Last week candidate lists for both the ANC and uMkhonto weSizwe Party (MK Party) were circulated online. These lists weren’t meant to be public and it was quickly determined that the lists had been obtained from the Independent Electoral Commission.

Naturally, this has heightened concerns about the security measures at the body which oversees South Africa’s elections. In what is being dubbed as the most important elections since 1994, the integrity of the process is paramount and a leak threatens that integrity.

On Monday afternoon alongside a tally of the voters registered for the 2024 elections, the IEC reported that it had narrowed the source of the unauthorised disclosure of these lists to a single workstation.

This was seemingly a worthwhile lead as on Tuesday morning it was announced that an official at the IEC had been fired.

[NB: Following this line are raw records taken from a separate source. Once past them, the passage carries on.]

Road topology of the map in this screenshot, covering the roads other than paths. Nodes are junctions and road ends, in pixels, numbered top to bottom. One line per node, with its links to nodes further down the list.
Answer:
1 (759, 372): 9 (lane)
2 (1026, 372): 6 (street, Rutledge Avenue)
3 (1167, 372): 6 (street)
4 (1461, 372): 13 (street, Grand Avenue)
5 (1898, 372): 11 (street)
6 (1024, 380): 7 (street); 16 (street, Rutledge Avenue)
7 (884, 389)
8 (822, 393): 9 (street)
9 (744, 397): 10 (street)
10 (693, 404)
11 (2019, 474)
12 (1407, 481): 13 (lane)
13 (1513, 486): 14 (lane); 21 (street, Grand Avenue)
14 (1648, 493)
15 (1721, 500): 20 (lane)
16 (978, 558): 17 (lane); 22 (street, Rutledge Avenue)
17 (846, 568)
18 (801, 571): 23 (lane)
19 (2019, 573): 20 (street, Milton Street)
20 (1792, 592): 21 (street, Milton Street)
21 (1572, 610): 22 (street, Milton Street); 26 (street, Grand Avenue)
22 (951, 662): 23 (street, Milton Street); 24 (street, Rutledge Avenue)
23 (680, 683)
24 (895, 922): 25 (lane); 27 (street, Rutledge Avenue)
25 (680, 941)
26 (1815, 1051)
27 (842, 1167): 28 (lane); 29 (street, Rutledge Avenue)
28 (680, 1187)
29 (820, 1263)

Chief electoral officer at the IEC, Sy Mambolo, told Newzroom Afrika that the commission had been able to trace downloads of the files to a workstation. Those files were subsequently deleted from the workstation most likely in a bid to bury the evidence.

“That terminal, the computer, is being subjected to a forensic analysis and as part of that we probably also establish the motive to the extent that it is possible,” Mambolo said.

It’s also not known why the official leaked the candidate lists for the ANC and MK Party but Mambolo says that the official in question also downloaded the candidate lists of other parties.

The immediate termination of the official’s employment at the IEC is likely to send a strong message to others in the organisation looking to threaten the integrity of the 2024 elections.

We hope that the IEC can establish a motive here but we suspect that motive might be rather simple – chaos.

The leaked list has forced the ANC to stop campaigning and address concerns that members implicated in State Capture investigations have appeared on the candidate list.

“Of the persons named in State Capture Commission Report, only 20 are current or former NEC members and / or public representatives. Of these only 6 appear on the ANC 2024 candidate lists,” the ruling party said in a statement on Monday.

Why the ANC would want those who have even just had their names mentioned alongside the phrase State Capture representing them in an election is an unknown quantity. ANC Secretary-General Fikile Mbalula went to great lengths to try to absolve those who appeared on the list but we doubt that’s of any value to South Africans plagued by an energy crisis, an increasing cost of living and crumbling infrastructure.

We must commend the IEC here as it’s moved incredibly quickly to determine how the lists were leaked and who leaked them. While it’s not good news that officials within the commission leaked these lists, it’s good to know that the problem was a person in the office and not a cybercriminal hiding somewhere in the IEC’s digital real estate.